Rheinpfalz LANDKreis SÜW: Klage gegen zu geringe Zuweisungen

Der Kreis Südliche Weinstraße hat erneut Klage gegen das Land beim Verwaltungsgericht Neustadt eingereicht. Grund: die nach eigenen Angaben zu geringe Finanzausstattung für 2017. Grundlage ist ein einstimmiger Beschluss des Kreistags. „Die Finanzausstattung der Kommunen durch das Land Rheinland-Pfalz ist weiterhin mangelhaft, daher bleibt leider keine andere Wahl, als der gerichtliche Weg“, sagt Landrat Dietmar Seefeldt. Es sei in der aktuellen Situation unmöglich, zu sparen und Schulden abzubauen, wenn gleichzeitig das Geld fehle, um die Pflichtaufgaben zu erfüllen. Gemeint sind beispielsweise Kosten für die Sozial- und Jugendhilfe. Hintergrund der Klage ist eine Novellierung des kommunalen Finanzausgleichs. Mit diesem Mechanismus werden die Kommunen für Leistungen vom Land bezahlt, die sie diesem abnehmen. Durch die anstehende Reform sollen künftig Landkreise, aber hauptsächliche kreisfreie Städte, etwa Landau, mit hohen Soziallasten zusätzliche Mittel bekommen. Geplant sind dafür rund 133 Millionen Euro. Damit sollen die Lebensverhältnisse im Land annähernd auf dem gleichen Stand gehalten werden.
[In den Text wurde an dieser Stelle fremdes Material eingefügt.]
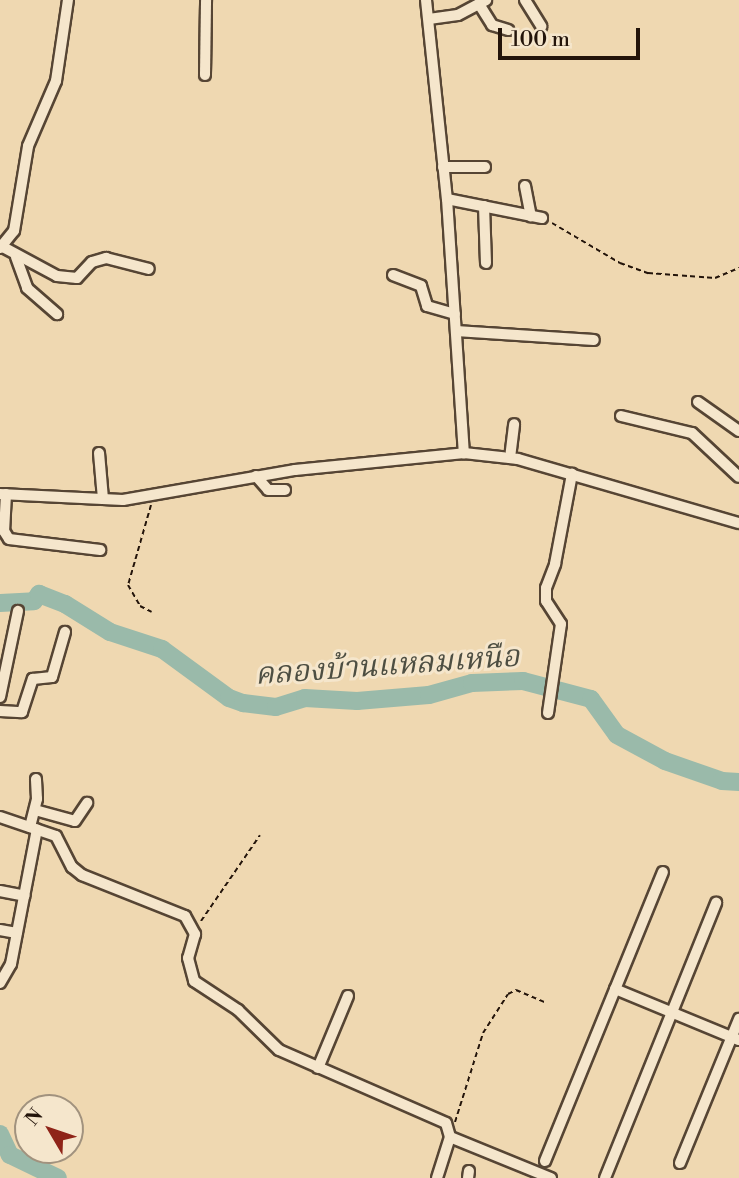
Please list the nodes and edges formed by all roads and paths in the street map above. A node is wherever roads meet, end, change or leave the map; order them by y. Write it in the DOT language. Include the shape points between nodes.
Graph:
graph roads {
  1 [pos="68,0"];
  2 [pos="206,0"];
  3 [pos="426,0"];
  4 [pos="525,0"];
  5 [pos="482,2"];
  6 [pos="429,19"];
  7 [pos="541,26"];
  8 [pos="508,30"];
  9 [pos="205,75"];
  10 [pos="443,167"];
  11 [pos="485,167"];
  12 [pos="525,186"];
  13 [pos="447,199"];
  14 [pos="484,206"];
  15 [pos="536,217"];
  16 [pos="2,248"];
  17 [pos="16,257"];
  18 [pos="486,263"];
  19 [pos="739,268"];
  20 [pos="149,269"];
  21 [pos="393,275"];
  22 [pos="57,314"];
  23 [pos="455,314"];
  24 [pos="456,331"];
  25 [pos="594,340"];
  26 [pos="698,402"];
  27 [pos="621,416"];
  28 [pos="514,424"];
  29 [pos="739,431"];
  30 [pos="99,453"];
  31 [pos="464,453"];
  32 [pos="510,458"];
  33 [pos="572,474"];
  34 [pos="256,476"];
  35 [pos="739,477"];
  36 [pos="285,490"];
  37 [pos="3,494"];
  38 [pos="152,497"];
  39 [pos="103,499"];
  40 [pos="739,523"];
  41 [pos="100,550"];
  42 [pos="18,611"];
  43 [pos="152,612"];
  44 [pos="65,632"];
  45 [pos="0,697"];
  46 [pos="0,711"];
  47 [pos="548,713"];
  48 [pos="36,779"];
  49 [pos="87,803"];
  50 [pos="35,810"];
  51 [pos="0,817"];
  52 [pos="34,828"];
  53 [pos="260,835"];
  54 [pos="663,873"];
  55 [pos="0,891"];
  56 [pos="25,896"];
  57 [pos="716,903"];
  58 [pos="193,924"];
  59 [pos="0,930"];
  60 [pos="18,933"];
  61 [pos="0,983"];
  62 [pos="615,989"];
  63 [pos="348,996"];
  64 [pos="546,1003"];
  65 [pos="673,1011"];
  66 [pos="739,1019"];
  67 [pos="735,1039"];
  68 [pos="318,1068"];
  69 [pos="450,1133"];
  70 [pos="545,1161"];
  71 [pos="680,1163"];
  72 [pos="437,1178"];
  73 [pos="551,1178"];
  74 [pos="605,1178"];
  1 -- 16 [label="street" via="56,81 28,146 14,231"];
  2 -- 9 [label="street"];
  3 -- 6 [label="street"];
  4 -- 7 [label="street"];
  5 -- 6 [label="street" via="458,15"];
  5 -- 8 [label="street" via="492,25"];
  6 -- 10 [label="street"];
  10 -- 11 [label="street"];
  10 -- 13 [label="street"];
  12 -- 15 [label="street"];
  13 -- 14 [label="street"];
  13 -- 23 [label="street"];
  14 -- 15 [label="street"];
  14 -- 18 [label="street"];
  15 -- 19 [label="path" via="620,263 648,273 715,278"];
  16 -- 17 [label="street"];
  17 -- 20 [label="street" via="44,271 77,278 99,259"];
  17 -- 22 [label="street" via="27,288"];
  21 -- 23 [label="street" via="421,286 427,306"];
  23 -- 24 [label="street"];
  24 -- 25 [label="street"];
  24 -- 31 [label="street"];
  26 -- 29 [label="street"];
  27 -- 35 [label="street" via="692,433"];
  28 -- 32 [label="street"];
  30 -- 39 [label="street"];
  31 -- 32 [label="street"];
  31 -- 34 [label="street"];
  32 -- 33 [label="street"];
  33 -- 40 [label="street"];
  33 -- 47 [label="street" via="555,564 545,588 546,601 561,624"];
  34 -- 36 [label="street" via="268,490"];
  34 -- 38 [label="street"];
  37 -- 39 [label="street"];
  37 -- 41 [label="street" via="4,531 9,539"];
  38 -- 39 [label="street"];
  38 -- 43 [label="path" via="148,528 128,585 131,596"];
  42 -- 45 [label="street"];
  44 -- 46 [label="street" via="52,677 33,679 22,712"];
  48 -- 50 [label="street"];
  49 -- 50 [label="street" via="75,821"];
  50 -- 52 [label="street"];
  51 -- 52 [label="street"];
  52 -- 56 [label="street"];
  52 -- 58 [label="street" via="60,838 76,872 177,912"];
  53 -- 58 [label="path" via="203,918"];
  54 -- 62 [label="street"];
  55 -- 56 [label="street"];
  56 -- 60 [label="street"];
  57 -- 65 [label="street"];
  58 -- 68 [label="street" via="188,971 194,981 238,1010 279,1050"];
  59 -- 60 [label="street"];
  60 -- 61 [label="street" via="11,964"];
  62 -- 65 [label="street"];
  62 -- 70 [label="street"];
  63 -- 68 [label="street"];
  64 -- 69 [label="path" via="516,990 508,994 483,1033 463,1106"];
  65 -- 67 [label="street"];
  65 -- 74 [label="street"];
  66 -- 67 [label="street"];
  67 -- 71 [label="street"];
  68 -- 69 [label="street" via="440,1118"];
  69 -- 72 [label="street"];
  69 -- 73 [label="street"];
}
Aber: Durch die Gesetzesreform würde der Kreis allein in diesem Jahr rund 2,67 Millionen Euro verlieren, die er sonst vom Land nach dem alten Modell erhalten hätte. „Sollten keine Änderungen am geplanten Gesetz seitens des Landtages Rheinland-Pfalz vorgenommen werden, erscheint eine Senkung der Kreisumlage zur Entlastung unserer Gemeinden und Gemeindeverbände in absehbarer Zeit sehr unwahrscheinlich“, betont Seefeldt.